(Collected data)
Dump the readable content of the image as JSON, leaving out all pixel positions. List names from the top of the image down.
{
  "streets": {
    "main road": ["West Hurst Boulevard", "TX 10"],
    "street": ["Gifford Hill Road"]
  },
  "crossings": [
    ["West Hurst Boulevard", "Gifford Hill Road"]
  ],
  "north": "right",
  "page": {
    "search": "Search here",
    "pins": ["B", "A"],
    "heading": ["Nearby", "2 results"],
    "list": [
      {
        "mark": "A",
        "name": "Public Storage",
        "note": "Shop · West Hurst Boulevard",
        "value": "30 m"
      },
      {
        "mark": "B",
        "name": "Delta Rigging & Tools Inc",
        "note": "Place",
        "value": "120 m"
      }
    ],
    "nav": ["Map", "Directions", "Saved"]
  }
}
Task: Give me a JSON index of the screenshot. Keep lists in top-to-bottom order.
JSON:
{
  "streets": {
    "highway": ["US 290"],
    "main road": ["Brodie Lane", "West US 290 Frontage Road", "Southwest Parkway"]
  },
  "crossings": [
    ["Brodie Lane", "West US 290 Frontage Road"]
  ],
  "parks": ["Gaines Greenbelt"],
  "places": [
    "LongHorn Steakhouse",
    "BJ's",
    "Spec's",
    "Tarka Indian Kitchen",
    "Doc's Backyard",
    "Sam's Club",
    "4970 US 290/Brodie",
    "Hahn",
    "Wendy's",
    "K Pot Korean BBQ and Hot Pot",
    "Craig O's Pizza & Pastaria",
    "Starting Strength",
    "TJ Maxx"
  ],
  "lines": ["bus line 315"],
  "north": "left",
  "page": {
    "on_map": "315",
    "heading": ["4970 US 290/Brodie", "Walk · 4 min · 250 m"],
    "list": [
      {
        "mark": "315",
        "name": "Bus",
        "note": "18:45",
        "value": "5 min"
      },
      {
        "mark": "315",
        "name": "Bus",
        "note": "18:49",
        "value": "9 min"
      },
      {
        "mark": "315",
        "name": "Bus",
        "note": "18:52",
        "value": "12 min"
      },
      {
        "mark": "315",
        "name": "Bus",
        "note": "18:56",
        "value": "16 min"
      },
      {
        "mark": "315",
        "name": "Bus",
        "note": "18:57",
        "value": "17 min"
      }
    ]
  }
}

**Task statement:**
Please count the lines above that contain the string "Hurst" and reply with the number alone.

**Solved exercise:**
3